Your instructions: Give the listing again word for word. Leave every image out.

<<<<

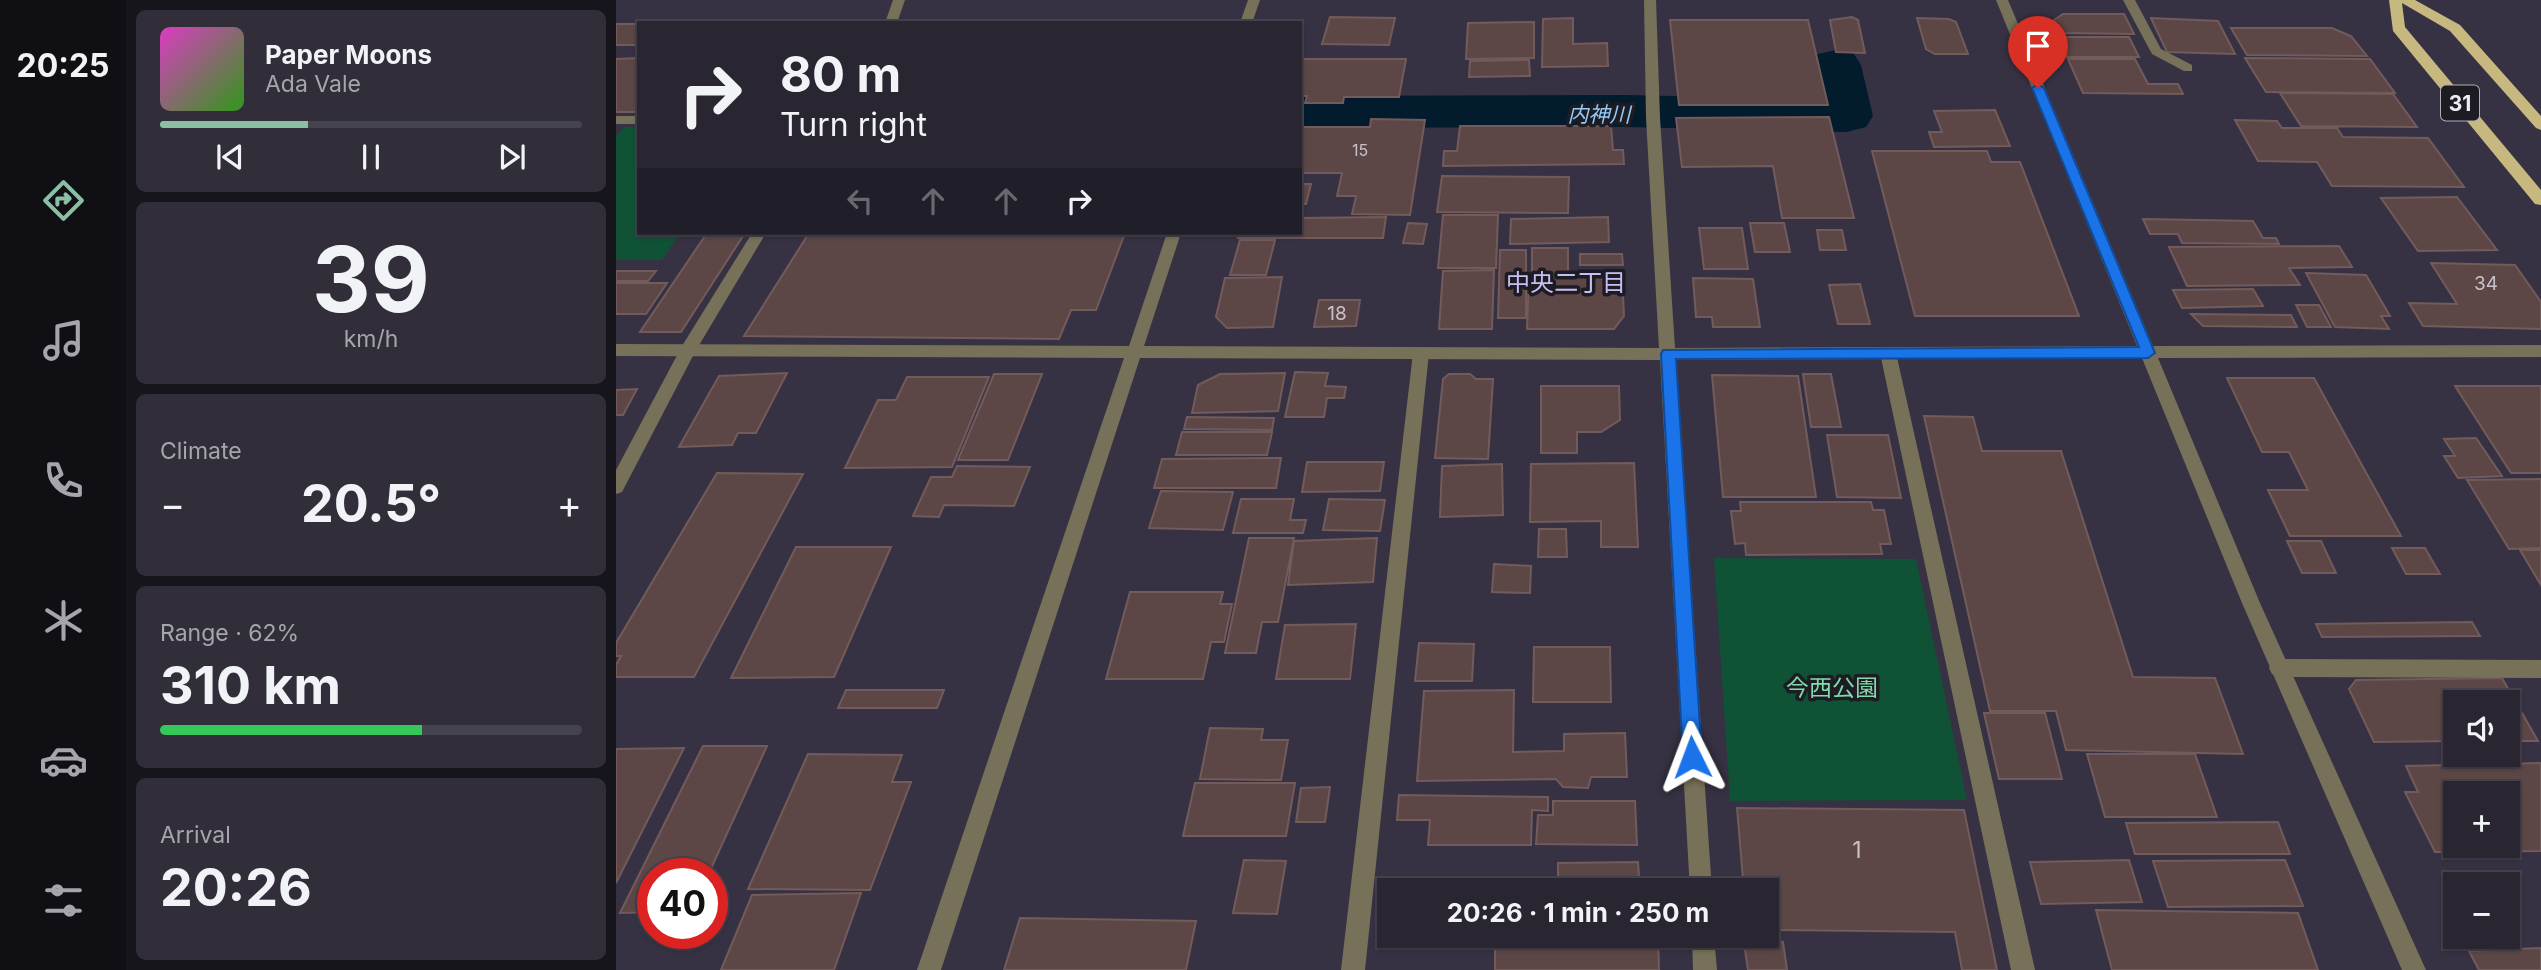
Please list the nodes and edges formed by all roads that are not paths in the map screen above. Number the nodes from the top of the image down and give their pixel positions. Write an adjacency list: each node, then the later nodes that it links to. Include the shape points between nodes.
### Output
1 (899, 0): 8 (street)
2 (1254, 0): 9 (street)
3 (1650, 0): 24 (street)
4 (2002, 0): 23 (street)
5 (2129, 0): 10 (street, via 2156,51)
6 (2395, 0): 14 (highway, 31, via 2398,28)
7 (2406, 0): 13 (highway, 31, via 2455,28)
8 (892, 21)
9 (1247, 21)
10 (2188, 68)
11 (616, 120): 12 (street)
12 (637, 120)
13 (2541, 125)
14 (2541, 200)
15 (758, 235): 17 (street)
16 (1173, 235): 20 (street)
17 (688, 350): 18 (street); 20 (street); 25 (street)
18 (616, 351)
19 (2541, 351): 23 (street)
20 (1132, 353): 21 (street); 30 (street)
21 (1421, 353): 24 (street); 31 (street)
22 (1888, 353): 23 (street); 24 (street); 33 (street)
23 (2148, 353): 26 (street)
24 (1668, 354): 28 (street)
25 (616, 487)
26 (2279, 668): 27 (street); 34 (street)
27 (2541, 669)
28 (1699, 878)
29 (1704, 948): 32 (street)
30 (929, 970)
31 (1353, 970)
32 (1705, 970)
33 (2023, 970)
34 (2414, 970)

>>>>

Completed exercise:
Please list the nodes and edges formed by all roads that are not paths in the map screen above. Number the nodes from the top of the image down and give their pixel positions. Write an adjacency list: each node, then the later nodes that it links to. Include the shape points between nodes.
### Output
1 (899, 0): 8 (street)
2 (1254, 0): 9 (street)
3 (1650, 0): 24 (street)
4 (2002, 0): 23 (street)
5 (2129, 0): 10 (street, via 2156,51)
6 (2395, 0): 14 (highway, 31, via 2398,28)
7 (2406, 0): 13 (highway, 31, via 2455,28)
8 (892, 21)
9 (1247, 21)
10 (2188, 68)
11 (616, 120): 12 (street)
12 (637, 120)
13 (2541, 125)
14 (2541, 200)
15 (758, 235): 17 (street)
16 (1173, 235): 20 (street)
17 (688, 350): 18 (street); 20 (street); 25 (street)
18 (616, 351)
19 (2541, 351): 23 (street)
20 (1132, 353): 21 (street); 30 (street)
21 (1421, 353): 24 (street); 31 (street)
22 (1888, 353): 23 (street); 24 (street); 33 (street)
23 (2148, 353): 26 (street)
24 (1668, 354): 28 (street)
25 (616, 487)
26 (2279, 668): 27 (street); 34 (street)
27 (2541, 669)
28 (1699, 878)
29 (1704, 948): 32 (street)
30 (929, 970)
31 (1353, 970)
32 (1705, 970)
33 (2023, 970)
34 (2414, 970)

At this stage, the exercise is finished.